Question

Is it possible what I'm trying to achieve. This is the problem:

class Content{};

class Content1 : public Content{};
class Content1_1 : public Content1{};
class Content1_2 : public Content1{};

class Content2 : public Content{};
class Content2_1 : public Content2{};
class Content2_2 : public Content2{};

class Container{
public:
    Content* c;
};

Is it possible to determine if the pointer of the Container class points to an object of Content1 or an object of a class derived from Content1?

Thanks.

EDIT:

If I look up the type of the pointer in the container class, it is treated as a content type, though it might actually be a content1 or content2 type, so dynamic_cast doesn't work.

class content{};
class content1 : public content{};
class content2 : public content{};

class container{
public:
    content* c;
};

int main(void)
{
    container* x = new container;
    x->c = new content2;

    if( dynamic_cast<content1*>((content1*)x->c) == NULL){
        //This doesn't fail, eventhough 'content1' and 'content2' shouldn't be compatible.
        //This means that every class, derived from 'content' will be treated as 'content1' when using dynamic_cast.
    }

    return 0;
}
Was it helpful?

Solution

If your types are polymorphic (i.e. if they have at least one virtual function), you can use dynamic_cast<>. The result of dynamic_cast<> will be a null pointer (i.e. nullptr for C++11, NULL for C++03) in case the pointed object is not actually an instance of the specified class, or of a derived class thereof:

Container cont;
Content1* pContent1 = dynamic_cast<Content1*>(cont.c);
if (pContent1 != nullptr)
{
     // cont.c points to an instance of Content1 
     // or a class derived from Content1
}

A common practice is to make the destructor of your base class virtual, so that objects of a class derived from your base class can be deleted through a base class pointer (if the destructor is not virtual, attempting to do so results in undefined behavior):

class Content //Abstract.
{
public:
    virtual ~Content() { }
//  ^^^^^^^
};

OTHER TIPS

Yes, use dynamic_cast - http://www.cplusplus.com/doc/tutorial/typecasting/

It will give you RTTI - Runtime Type Information.

Content1 * p = dynamic_cast<Content1 *>(c);

if p is non-NULL, then c points to an object which is Content1 or derived from Content1. However, your class heirarchy needs to be polymorphic. Since your class Content is Abstract (I am assuming you have a pure virtual function in Content), your whole heirarchy automatically is polymorphic.
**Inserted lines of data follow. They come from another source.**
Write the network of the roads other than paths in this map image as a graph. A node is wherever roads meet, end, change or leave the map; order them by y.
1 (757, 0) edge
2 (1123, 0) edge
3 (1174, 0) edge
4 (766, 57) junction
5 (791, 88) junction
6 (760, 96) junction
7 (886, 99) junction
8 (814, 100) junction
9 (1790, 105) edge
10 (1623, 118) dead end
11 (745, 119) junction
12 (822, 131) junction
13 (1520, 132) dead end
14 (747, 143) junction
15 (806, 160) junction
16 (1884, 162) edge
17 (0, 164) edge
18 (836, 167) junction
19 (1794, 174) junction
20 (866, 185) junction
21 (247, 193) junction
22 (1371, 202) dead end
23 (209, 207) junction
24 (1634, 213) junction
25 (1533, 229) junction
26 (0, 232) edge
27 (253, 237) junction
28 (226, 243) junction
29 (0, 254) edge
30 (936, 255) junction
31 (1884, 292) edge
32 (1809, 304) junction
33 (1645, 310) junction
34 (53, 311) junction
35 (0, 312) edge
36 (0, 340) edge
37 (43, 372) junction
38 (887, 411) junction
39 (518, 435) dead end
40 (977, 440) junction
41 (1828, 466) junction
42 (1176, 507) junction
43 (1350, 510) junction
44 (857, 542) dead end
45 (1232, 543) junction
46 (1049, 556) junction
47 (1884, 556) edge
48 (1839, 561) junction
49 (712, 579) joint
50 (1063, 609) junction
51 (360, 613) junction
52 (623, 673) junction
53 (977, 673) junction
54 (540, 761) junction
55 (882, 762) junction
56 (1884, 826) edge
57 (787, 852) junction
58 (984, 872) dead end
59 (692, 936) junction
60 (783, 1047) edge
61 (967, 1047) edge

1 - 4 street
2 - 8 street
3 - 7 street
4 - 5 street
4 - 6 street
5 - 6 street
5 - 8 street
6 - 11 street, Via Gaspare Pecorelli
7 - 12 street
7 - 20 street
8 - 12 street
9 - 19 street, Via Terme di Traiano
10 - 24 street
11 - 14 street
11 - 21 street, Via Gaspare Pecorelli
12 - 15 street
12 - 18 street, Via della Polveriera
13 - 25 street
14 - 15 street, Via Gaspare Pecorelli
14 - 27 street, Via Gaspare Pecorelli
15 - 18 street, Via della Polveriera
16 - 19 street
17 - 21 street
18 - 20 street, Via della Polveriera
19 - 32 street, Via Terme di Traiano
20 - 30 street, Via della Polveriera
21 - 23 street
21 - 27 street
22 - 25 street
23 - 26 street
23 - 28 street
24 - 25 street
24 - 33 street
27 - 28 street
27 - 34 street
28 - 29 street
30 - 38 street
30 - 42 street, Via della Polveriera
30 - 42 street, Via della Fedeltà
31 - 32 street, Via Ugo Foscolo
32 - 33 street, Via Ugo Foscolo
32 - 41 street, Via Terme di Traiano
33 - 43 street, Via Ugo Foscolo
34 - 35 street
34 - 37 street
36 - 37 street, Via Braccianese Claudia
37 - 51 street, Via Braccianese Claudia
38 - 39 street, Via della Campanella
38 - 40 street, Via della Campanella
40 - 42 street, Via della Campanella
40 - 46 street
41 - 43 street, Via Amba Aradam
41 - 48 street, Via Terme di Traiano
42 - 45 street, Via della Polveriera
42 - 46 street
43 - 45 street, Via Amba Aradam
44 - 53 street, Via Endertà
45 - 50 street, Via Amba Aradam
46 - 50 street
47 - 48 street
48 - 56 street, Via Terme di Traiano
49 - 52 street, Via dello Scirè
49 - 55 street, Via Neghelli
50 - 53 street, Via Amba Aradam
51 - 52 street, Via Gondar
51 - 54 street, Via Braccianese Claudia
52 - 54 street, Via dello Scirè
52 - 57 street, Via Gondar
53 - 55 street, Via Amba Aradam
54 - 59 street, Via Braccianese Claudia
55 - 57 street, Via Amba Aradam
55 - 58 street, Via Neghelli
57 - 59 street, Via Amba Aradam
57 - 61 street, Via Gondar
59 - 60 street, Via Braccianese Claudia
If you have to know the exact runtime type of a polymorphic class, you should rethink your design. Usually it is better to either keep objects of different types in different containers (additionally or, instead of one central container) or add a virtual function to each of the derived classes which performs the action where you would have to discriminate between the types.

There is an entry in the C++ FAQ which might help you: I have a heterogeneous list of objects, and my code needs to do class-specific things to the objects. Seems like this ought to use dynamic binding but can't figure it out. What should I do?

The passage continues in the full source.